» **EXERCISE REQUIREMENTS**: What lines below include the word "label"? Copy each one.

-=-=-=-=-

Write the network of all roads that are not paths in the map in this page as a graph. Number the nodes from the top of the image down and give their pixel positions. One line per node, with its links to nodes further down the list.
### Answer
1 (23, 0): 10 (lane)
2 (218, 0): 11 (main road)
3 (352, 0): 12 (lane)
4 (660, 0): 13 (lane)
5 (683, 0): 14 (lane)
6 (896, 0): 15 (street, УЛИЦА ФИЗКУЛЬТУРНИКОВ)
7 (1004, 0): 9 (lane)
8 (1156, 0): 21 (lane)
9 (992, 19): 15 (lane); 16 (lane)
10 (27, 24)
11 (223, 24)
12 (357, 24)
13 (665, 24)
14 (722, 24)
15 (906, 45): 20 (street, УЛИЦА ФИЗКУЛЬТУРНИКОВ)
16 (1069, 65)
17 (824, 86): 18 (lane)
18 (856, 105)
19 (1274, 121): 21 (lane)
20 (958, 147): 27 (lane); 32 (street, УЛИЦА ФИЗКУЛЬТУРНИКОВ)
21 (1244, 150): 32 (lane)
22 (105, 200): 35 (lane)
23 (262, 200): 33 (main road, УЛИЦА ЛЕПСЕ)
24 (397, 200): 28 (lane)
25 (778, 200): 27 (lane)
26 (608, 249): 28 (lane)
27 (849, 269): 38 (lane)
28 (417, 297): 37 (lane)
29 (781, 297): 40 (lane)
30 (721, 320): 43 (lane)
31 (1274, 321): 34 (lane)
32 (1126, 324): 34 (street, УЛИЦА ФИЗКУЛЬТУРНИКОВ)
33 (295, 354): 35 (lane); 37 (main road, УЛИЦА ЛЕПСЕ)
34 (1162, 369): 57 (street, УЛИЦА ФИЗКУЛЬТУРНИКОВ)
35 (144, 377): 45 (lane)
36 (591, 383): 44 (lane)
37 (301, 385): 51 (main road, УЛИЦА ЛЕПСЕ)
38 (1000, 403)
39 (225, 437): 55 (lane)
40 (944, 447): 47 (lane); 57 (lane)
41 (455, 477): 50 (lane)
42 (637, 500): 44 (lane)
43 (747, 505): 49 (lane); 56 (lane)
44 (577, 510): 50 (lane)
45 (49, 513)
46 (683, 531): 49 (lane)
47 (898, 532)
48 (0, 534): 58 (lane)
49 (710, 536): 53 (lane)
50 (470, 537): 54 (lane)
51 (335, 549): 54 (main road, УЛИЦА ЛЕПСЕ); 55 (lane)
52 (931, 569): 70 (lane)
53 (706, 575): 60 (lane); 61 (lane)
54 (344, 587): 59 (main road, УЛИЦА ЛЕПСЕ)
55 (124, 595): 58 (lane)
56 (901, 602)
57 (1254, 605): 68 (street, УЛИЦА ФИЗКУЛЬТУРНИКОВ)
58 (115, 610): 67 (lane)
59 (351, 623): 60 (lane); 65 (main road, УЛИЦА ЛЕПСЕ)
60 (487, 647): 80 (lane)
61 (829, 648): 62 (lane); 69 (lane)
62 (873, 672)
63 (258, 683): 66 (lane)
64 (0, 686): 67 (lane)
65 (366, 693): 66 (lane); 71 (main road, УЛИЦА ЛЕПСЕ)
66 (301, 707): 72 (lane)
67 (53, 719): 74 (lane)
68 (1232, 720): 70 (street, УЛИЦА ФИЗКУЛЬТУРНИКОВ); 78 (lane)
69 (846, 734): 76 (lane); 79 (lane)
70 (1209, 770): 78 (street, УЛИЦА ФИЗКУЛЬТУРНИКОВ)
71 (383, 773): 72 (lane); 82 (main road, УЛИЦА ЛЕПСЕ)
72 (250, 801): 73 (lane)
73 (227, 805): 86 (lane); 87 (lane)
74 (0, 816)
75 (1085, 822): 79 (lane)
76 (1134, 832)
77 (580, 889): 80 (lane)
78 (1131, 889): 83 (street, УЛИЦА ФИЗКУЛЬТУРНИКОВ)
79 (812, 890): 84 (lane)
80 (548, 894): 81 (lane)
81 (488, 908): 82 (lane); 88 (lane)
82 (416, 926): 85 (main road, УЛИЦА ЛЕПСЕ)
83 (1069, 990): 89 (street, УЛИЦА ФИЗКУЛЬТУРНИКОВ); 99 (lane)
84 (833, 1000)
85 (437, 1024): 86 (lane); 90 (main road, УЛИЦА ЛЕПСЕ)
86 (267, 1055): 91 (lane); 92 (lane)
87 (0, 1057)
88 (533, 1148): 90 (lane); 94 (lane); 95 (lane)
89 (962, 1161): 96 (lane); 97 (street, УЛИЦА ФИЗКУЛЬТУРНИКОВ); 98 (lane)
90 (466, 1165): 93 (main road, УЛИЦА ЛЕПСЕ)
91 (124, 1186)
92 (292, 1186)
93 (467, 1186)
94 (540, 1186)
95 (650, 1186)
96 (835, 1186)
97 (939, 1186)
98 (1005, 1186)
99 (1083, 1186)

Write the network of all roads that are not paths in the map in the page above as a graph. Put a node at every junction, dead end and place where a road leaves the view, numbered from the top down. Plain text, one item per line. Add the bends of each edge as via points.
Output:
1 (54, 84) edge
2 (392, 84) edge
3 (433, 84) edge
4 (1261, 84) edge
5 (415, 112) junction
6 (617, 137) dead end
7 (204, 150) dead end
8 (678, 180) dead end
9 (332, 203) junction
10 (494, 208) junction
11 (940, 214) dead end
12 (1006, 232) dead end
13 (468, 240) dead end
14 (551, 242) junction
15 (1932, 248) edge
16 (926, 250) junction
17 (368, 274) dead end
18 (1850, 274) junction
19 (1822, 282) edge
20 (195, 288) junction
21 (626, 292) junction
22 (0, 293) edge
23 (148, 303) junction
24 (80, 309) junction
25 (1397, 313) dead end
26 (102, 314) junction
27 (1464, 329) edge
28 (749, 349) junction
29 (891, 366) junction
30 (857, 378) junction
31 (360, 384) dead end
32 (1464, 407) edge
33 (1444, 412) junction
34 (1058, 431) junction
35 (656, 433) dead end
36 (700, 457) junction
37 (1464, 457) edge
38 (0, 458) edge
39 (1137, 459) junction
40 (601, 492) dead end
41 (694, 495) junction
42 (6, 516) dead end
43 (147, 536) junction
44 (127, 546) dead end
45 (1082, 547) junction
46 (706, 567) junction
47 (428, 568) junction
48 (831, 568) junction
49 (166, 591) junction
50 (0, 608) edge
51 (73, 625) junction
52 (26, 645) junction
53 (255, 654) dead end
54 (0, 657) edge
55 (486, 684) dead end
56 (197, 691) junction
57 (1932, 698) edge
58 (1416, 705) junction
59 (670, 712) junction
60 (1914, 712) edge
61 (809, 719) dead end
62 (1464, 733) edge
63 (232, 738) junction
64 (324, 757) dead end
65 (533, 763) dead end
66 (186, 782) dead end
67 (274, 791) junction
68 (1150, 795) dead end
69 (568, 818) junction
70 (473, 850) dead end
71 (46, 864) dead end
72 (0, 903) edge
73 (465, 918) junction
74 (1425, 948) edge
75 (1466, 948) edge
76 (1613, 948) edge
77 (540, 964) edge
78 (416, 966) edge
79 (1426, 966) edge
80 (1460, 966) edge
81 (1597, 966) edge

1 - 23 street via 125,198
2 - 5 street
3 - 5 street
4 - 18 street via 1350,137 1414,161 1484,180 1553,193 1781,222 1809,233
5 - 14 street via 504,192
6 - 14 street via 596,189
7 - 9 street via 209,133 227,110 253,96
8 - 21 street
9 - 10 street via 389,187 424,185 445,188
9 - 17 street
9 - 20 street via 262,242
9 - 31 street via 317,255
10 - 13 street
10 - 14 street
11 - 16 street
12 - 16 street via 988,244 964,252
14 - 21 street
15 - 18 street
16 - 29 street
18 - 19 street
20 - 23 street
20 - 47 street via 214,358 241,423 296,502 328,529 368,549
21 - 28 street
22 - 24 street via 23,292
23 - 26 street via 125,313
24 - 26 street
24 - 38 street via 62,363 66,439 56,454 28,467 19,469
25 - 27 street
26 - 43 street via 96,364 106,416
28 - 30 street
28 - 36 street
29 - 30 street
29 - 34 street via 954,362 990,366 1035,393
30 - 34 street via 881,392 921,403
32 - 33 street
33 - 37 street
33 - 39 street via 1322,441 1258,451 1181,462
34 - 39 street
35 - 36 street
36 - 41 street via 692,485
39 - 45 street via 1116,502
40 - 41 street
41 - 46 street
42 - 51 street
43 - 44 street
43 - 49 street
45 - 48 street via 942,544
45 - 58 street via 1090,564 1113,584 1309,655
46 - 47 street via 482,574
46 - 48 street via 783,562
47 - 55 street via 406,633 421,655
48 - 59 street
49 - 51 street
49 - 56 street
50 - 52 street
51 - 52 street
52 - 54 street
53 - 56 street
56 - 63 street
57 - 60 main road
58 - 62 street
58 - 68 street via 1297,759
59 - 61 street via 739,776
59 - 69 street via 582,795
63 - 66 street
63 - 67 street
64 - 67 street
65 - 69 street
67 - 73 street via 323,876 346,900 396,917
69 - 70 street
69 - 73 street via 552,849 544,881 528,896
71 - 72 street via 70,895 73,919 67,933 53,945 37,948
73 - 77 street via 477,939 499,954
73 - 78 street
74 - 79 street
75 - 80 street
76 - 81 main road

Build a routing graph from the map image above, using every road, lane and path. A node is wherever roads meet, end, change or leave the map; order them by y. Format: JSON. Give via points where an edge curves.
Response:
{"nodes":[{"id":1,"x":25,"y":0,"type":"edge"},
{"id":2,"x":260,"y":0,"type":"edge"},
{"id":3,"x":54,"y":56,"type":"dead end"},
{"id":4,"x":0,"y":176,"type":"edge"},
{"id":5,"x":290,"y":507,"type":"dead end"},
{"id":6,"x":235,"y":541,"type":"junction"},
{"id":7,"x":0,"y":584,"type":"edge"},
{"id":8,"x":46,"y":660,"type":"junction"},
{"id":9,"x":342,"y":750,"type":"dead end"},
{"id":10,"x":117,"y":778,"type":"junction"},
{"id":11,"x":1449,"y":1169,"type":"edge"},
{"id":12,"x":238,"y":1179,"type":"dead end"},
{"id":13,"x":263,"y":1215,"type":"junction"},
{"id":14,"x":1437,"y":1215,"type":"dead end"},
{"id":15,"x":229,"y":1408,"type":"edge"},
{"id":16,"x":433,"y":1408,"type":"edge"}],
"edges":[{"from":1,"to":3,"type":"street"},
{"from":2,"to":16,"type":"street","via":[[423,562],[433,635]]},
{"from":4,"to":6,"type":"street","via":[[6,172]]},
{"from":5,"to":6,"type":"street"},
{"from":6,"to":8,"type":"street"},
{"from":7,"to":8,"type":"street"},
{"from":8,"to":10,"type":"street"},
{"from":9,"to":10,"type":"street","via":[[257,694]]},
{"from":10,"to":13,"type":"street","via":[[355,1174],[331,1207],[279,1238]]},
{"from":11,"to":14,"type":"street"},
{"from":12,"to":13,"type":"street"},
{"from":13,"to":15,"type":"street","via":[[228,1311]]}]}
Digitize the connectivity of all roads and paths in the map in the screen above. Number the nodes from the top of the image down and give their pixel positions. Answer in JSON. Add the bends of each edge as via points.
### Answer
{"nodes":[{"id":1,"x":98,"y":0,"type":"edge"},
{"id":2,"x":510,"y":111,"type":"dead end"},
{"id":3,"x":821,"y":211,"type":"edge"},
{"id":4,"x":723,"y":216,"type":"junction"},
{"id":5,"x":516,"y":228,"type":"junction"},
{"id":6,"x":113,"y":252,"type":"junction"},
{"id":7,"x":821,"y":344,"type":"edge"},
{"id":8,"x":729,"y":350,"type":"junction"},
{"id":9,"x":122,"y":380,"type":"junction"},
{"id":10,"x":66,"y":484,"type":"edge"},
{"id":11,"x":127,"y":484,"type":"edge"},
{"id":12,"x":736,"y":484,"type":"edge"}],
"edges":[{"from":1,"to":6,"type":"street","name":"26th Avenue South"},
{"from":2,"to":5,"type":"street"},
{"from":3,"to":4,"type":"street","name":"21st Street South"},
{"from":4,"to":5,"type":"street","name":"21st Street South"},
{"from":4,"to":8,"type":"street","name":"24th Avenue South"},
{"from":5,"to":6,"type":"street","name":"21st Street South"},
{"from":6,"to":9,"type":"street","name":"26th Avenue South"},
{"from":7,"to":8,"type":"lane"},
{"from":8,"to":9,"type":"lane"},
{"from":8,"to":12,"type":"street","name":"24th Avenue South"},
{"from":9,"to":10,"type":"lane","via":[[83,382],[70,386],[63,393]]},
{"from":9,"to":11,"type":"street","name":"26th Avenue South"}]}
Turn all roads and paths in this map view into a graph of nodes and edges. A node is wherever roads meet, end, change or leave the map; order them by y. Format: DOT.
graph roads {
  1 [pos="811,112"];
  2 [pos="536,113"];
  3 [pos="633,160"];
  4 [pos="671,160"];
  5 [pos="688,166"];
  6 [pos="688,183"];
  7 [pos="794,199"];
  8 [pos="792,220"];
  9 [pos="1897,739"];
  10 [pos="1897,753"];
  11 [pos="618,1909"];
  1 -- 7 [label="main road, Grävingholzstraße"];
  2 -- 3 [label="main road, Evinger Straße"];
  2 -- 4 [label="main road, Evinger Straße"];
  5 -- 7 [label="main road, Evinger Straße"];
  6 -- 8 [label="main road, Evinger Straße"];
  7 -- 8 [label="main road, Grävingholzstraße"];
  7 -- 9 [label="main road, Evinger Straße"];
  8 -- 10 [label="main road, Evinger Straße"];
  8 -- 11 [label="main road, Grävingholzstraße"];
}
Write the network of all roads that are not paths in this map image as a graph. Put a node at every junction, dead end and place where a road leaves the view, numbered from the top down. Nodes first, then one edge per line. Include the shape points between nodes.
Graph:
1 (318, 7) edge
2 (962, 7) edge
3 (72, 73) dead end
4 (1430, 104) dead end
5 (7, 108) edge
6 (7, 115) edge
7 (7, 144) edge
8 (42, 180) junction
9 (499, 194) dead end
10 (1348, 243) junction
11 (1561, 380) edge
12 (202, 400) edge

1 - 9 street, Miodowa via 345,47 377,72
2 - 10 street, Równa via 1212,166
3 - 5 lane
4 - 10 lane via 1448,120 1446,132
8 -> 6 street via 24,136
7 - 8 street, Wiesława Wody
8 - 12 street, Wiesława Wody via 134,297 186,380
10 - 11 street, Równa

-=-=-=-=-

» **ANSWER TO THIS TASK**:
  1 -- 7 [label="main road, Grävingholzstraße"];
  2 -- 3 [label="main road, Evinger Straße"];
  2 -- 4 [label="main road, Evinger Straße"];
  5 -- 7 [label="main road, Evinger Straße"];
  6 -- 8 [label="main road, Evinger Straße"];
  7 -- 8 [label="main road, Grävingholzstraße"];
  7 -- 9 [label="main road, Evinger Straße"];
  8 -- 10 [label="main road, Evinger Straße"];
  8 -- 11 [label="main road, Grävingholzstraße"];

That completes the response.